[Opening Data excerpts section]

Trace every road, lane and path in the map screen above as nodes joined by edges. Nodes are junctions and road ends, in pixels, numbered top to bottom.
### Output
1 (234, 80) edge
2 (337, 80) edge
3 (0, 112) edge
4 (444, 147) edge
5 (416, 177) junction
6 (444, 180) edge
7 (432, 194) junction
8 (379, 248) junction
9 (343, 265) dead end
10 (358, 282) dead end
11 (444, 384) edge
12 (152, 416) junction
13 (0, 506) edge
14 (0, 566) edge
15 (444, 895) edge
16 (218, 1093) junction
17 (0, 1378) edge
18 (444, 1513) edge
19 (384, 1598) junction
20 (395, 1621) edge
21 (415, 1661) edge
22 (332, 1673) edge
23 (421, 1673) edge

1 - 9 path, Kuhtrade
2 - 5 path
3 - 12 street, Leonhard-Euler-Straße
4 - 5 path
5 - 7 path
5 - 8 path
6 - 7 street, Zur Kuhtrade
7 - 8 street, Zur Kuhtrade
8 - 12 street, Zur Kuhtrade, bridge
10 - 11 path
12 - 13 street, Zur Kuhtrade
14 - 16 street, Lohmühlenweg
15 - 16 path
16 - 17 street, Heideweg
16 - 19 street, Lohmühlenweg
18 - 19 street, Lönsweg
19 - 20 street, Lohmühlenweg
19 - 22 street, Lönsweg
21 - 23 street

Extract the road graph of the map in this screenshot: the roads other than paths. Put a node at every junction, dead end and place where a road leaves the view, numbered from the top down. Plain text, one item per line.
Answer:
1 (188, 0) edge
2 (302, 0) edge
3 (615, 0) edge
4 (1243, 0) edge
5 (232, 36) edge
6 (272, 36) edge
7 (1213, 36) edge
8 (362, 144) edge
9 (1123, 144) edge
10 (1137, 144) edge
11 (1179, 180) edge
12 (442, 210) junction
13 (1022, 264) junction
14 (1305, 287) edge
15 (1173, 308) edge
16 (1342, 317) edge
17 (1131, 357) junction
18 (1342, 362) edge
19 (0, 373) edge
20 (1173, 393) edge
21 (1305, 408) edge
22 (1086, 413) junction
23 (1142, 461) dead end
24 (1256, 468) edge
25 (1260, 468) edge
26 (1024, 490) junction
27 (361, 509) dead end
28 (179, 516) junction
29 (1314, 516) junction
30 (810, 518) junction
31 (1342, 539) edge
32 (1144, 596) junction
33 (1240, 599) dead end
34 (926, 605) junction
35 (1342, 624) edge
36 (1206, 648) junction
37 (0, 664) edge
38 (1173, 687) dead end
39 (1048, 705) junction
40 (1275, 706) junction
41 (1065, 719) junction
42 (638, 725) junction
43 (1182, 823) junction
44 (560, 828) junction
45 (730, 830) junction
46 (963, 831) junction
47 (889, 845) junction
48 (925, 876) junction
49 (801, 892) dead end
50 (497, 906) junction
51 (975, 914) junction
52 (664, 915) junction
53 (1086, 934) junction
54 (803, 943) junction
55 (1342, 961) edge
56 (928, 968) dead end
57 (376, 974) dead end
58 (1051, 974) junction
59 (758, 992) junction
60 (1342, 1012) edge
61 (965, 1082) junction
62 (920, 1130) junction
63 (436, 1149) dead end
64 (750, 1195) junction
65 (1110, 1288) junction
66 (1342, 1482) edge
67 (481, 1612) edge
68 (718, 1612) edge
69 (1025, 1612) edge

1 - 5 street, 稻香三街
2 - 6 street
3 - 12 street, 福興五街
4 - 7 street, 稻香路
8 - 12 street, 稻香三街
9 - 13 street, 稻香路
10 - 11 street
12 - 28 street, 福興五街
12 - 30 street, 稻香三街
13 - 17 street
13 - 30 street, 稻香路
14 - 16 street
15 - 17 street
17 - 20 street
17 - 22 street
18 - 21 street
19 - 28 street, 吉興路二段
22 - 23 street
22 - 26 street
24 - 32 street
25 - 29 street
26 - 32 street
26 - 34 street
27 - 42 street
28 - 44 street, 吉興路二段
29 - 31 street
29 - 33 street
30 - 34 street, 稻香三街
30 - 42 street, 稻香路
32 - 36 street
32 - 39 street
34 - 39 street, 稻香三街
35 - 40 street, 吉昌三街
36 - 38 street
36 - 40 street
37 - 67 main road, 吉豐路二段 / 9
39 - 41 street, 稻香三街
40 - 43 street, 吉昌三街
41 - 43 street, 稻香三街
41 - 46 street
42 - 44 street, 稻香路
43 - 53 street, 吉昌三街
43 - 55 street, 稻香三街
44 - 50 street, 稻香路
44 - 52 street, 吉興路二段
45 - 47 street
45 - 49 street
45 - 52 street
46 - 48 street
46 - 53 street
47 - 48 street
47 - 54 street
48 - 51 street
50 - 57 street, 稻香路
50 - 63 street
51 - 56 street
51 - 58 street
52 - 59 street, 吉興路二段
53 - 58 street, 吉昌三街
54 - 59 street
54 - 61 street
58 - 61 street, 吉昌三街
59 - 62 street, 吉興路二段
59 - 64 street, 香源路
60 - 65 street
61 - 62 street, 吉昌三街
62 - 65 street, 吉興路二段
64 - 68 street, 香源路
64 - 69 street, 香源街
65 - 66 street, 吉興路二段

[Closing Data excerpts section]

Where does the word "road" appear in the material above? Copy every line that holds it.

Worked solution –
Trace every road, lane and path in the map screen above as nodes joined by edges. Nodes are junctions and road ends, in pixels, numbered top to bottom.
Extract the road graph of the map in this screenshot: the roads other than paths. Put a node at every junction, dead end and place where a road leaves the view, numbered from the top down. Plain text, one item per line.
37 - 67 main road, 吉豐路二段 / 9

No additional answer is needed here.